Identify all lines in the listing that include the word "than", and copy them out.
==== Records to use
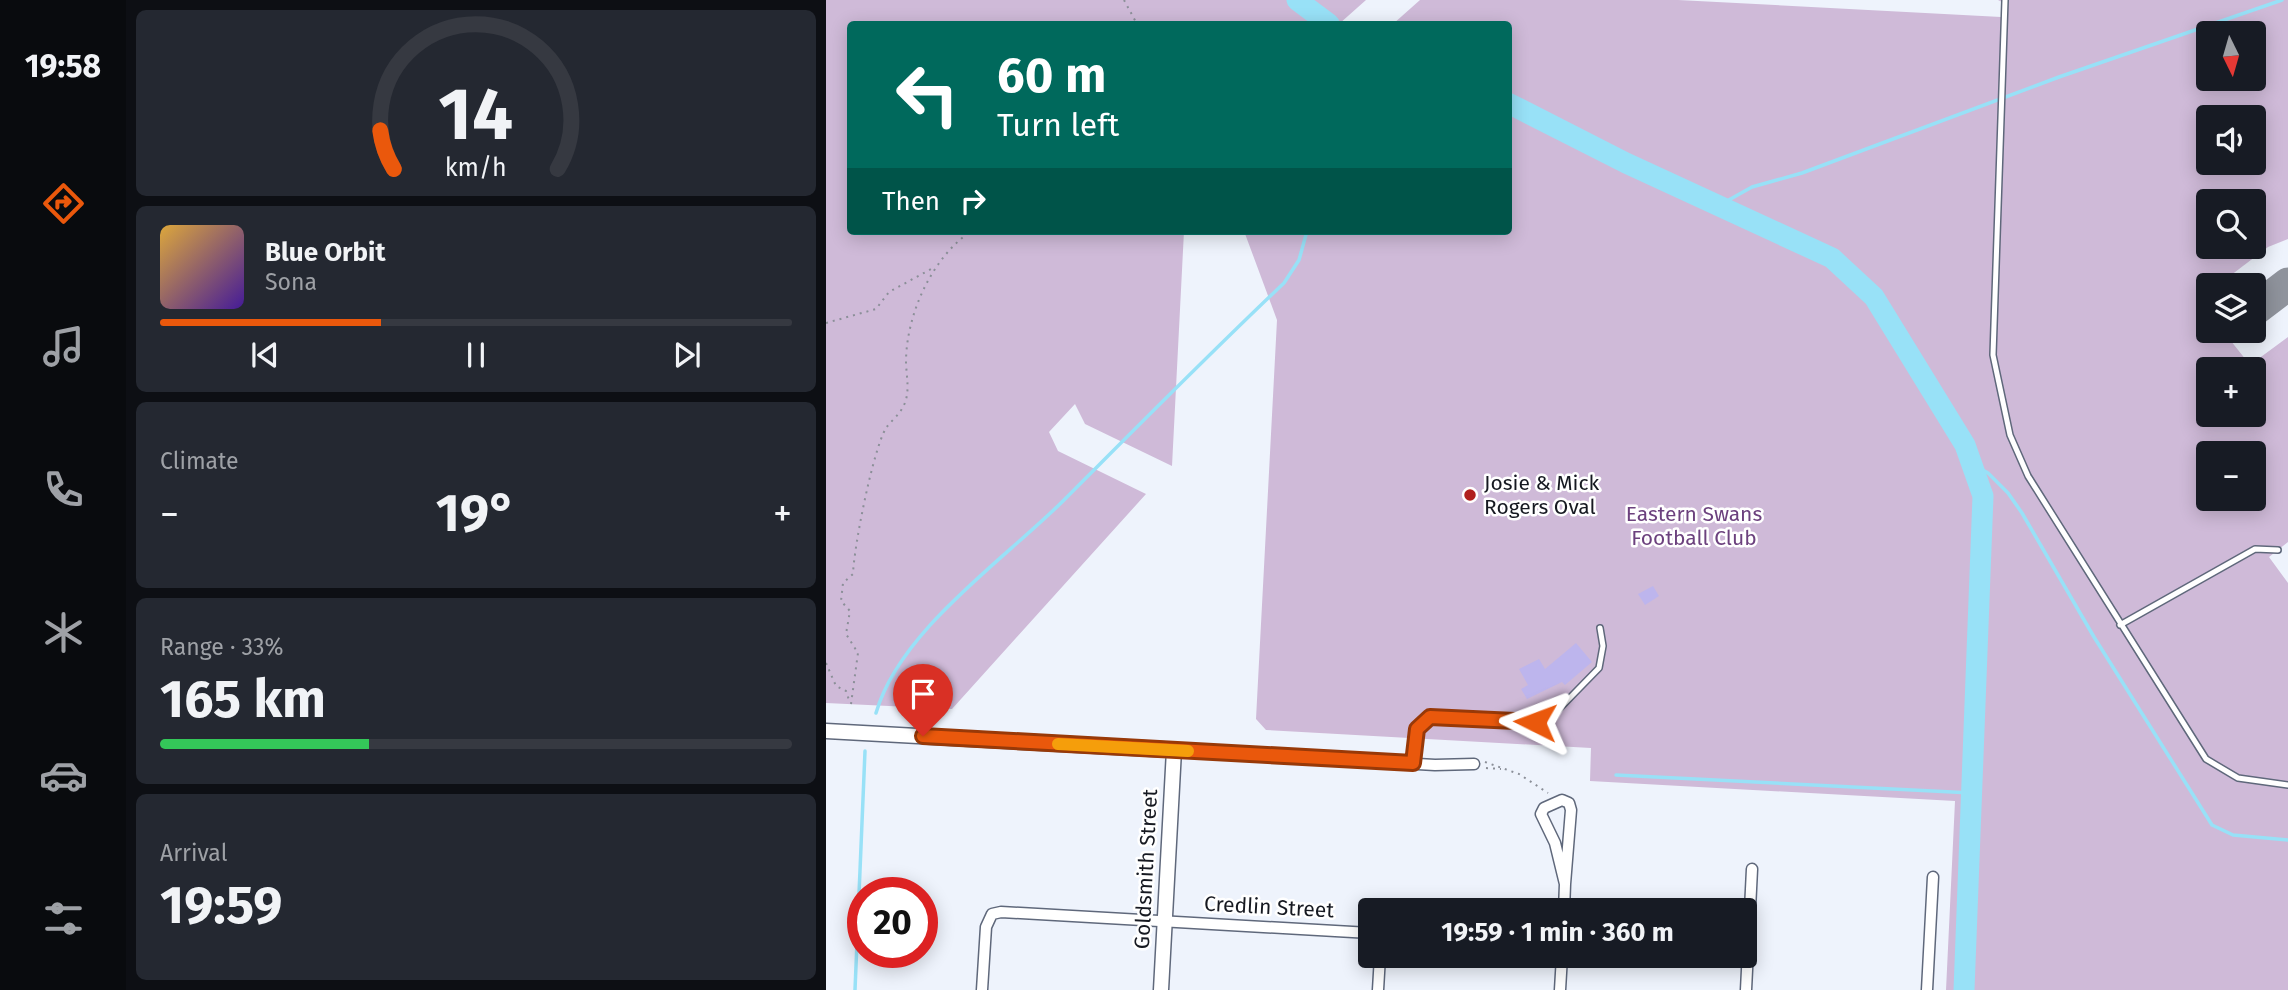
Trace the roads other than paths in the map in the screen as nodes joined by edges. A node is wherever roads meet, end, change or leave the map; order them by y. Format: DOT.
graph roads {
  1 [pos="2005,0"];
  2 [pos="2278,550"];
  3 [pos="2120,625"];
  4 [pos="1600,628"];
  5 [pos="826,731"];
  6 [pos="1174,750"];
  7 [pos="1413,763"];
  8 [pos="1474,764"];
  9 [pos="2288,785"];
  10 [pos="1752,869"];
  11 [pos="1933,877"];
  12 [pos="1565,884"];
  13 [pos="1564,898"];
  14 [pos="1164,920"];
  15 [pos="1358,932"];
  16 [pos="1379,968"];
  17 [pos="1561,968"];
  18 [pos="982,990"];
  19 [pos="1161,990"];
  20 [pos="1378,990"];
  21 [pos="1560,990"];
  22 [pos="1746,990"];
  23 [pos="1927,990"];
  1 -- 3 [label="lane"];
  2 -- 3 [label="lane"];
  3 -- 9 [label="lane"];
  4 -- 7 [label="lane"];
  5 -- 6 [label="street"];
  6 -- 7 [label="street"];
  6 -- 14 [label="street, Goldsmith Street"];
  7 -- 8 [label="street"];
  10 -- 22 [label="street"];
  11 -- 23 [label="street"];
  12 -- 12 [label="street"];
  12 -- 13 [label="street"];
  14 -- 15 [label="street, Credlin Street"];
  14 -- 18 [label="street, Credlin Street"];
  14 -- 19 [label="street, Goldsmith Street"];
  16 -- 20 [label="street"];
  17 -- 21 [label="street"];
}
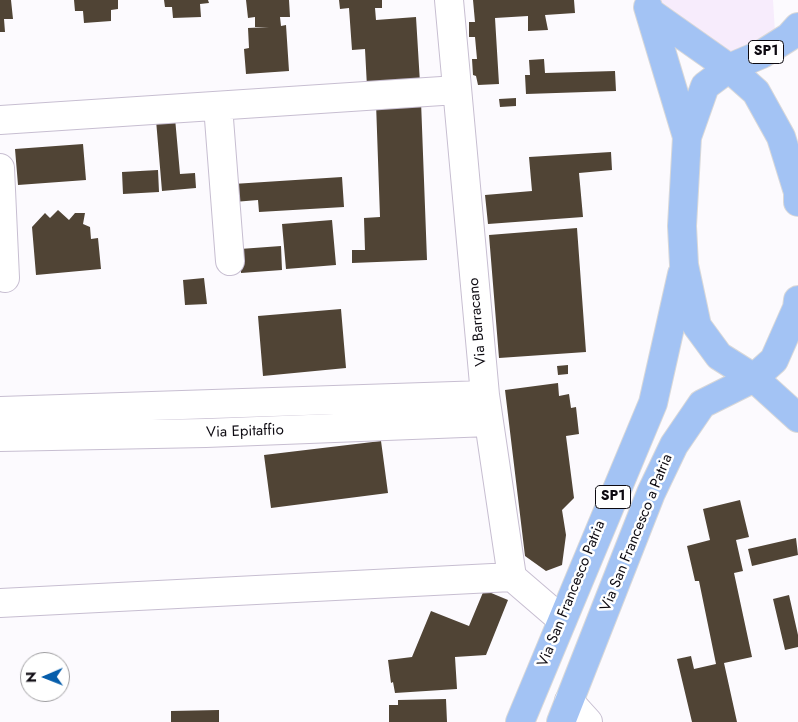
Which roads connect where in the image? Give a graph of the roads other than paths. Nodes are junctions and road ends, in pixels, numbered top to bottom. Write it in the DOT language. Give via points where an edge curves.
graph roads {
  1 [pos="449,0"];
  2 [pos="648,7"];
  3 [pos="798,27"];
  4 [pos="729,68"];
  5 [pos="457,90"];
  6 [pos="218,106"];
  7 [pos="0,120"];
  8 [pos="687,137"];
  9 [pos="0,168"];
  10 [pos="798,191"];
  11 [pos="798,202"];
  12 [pos="230,261"];
  13 [pos="684,265"];
  14 [pos="6,278"];
  15 [pos="798,306"];
  16 [pos="754,378"];
  17 [pos="485,394"];
  18 [pos="0,411"];
  19 [pos="798,418"];
  20 [pos="489,422"];
  21 [pos="0,436"];
  22 [pos="512,577"];
  23 [pos="0,603"];
  24 [pos="562,620"];
  25 [pos="565,711"];
  26 [pos="520,722"];
  27 [pos="588,722"];
  1 -- 5 [label="street, Via Barracano"];
  2 -- 4 [label="main road"];
  2 -- 8 [label="main road"];
  3 -- 4 [label="main road, SP1" via="789,37 762,54"];
  4 -- 8 [label="main road" via="705,86"];
  4 -- 10 [label="main road" via="756,92 781,136"];
  5 -- 6 [label="street"];
  5 -- 17 [label="street, Via Barracano"];
  6 -- 7 [label="street"];
  6 -- 12 [label="street"];
  8 -- 13 [label="main road" via="682,226"];
  9 -- 14 [label="street"];
  10 -- 11 [label="main road"];
  13 -- 16 [label="main road" via="697,326 718,356"];
  13 -- 24 [label="main road, Via San Francesco Patria / SP1" via="653,403"];
  15 -- 16 [label="main road, Via San Francesco a Patria" via="774,360"];
  16 -- 19 [label="main road"];
  16 -- 25 [label="main road, Via San Francesco a Patria / SP1" via="702,404 674,445 651,493"];
  17 -- 18 [label="street, Via Epitaffio"];
  17 -- 20 [label="street, Via Barracano"];
  20 -- 21 [label="street, Via Epitaffio" via="215,433"];
  20 -- 22 [label="street, Via Barracano"];
  22 -- 23 [label="street"];
  22 -- 24 [label="street"];
  24 -- 26 [label="main road, Via San Francesco Patria / SP1"];
  25 -- 27 [label="street"];
}
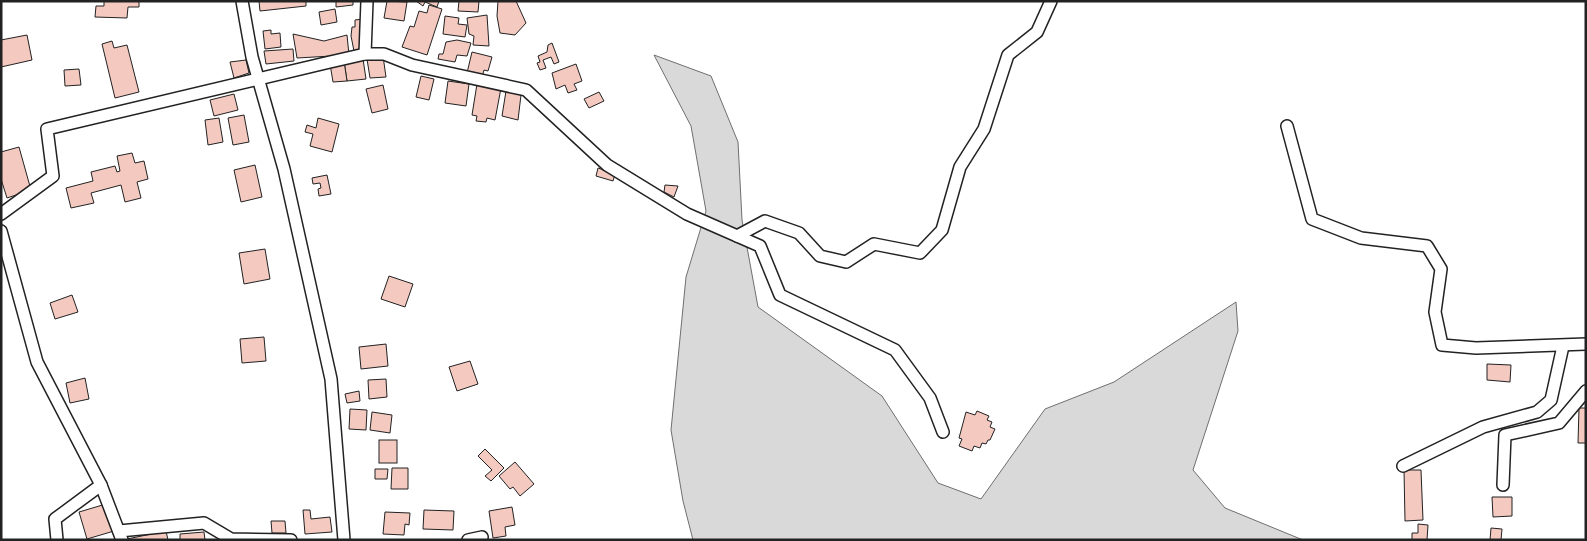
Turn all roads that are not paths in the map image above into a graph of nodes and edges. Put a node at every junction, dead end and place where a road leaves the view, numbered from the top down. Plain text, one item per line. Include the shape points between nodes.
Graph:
1 (242, 1) edge
2 (368, 1) edge
3 (1051, 1) edge
4 (365, 54) junction
5 (260, 79) junction
6 (1287, 126) dead end
7 (1, 214) edge
8 (1, 231) edge
9 (737, 236) junction
10 (4, 250) edge
11 (1586, 344) edge
12 (1563, 346) junction
13 (1586, 391) edge
14 (943, 432) dead end
15 (1404, 466) dead end
16 (101, 485) junction
17 (1503, 485) dead end
18 (121, 535) edge
19 (482, 537) dead end
20 (58, 540) edge
21 (291, 540) edge
22 (344, 540) edge
23 (468, 540) edge

1 - 5 street via 252,57
2 - 4 street
3 - 9 street via 1036,32 1008,55 984,129 960,167 942,230 920,253 874,244 846,262 820,256 799,233 765,220
4 - 5 street
4 - 9 street via 384,54 412,65 526,90 607,165 687,214
5 - 7 street via 47,129 53,176
5 - 22 street via 332,379
6 - 12 street via 1312,220 1361,238 1427,246 1441,269 1435,312 1442,345 1476,348
8 - 10 street
9 - 14 street via 760,246 780,295 895,350 930,398
10 - 16 street via 37,362
11 - 12 street
12 - 15 street via 1551,400 1537,412 1484,427
13 - 17 street via 1559,423 1505,435
16 - 18 street
16 - 20 street via 55,519
18 - 21 street via 204,523 231,539
19 - 23 street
========
= Problem solution =
Trace the roads other than paths in the map in the screen as nodes joined by edges. A node is wherever roads meet, end, change or leave the map; order them by y. Format: DOT.
Which roads connect where in the image? Give a graph of the roads other than paths. Nodes are junctions and road ends, in pixels, numbered top to bottom. Write it in the DOT language. Give via points where an edge curves.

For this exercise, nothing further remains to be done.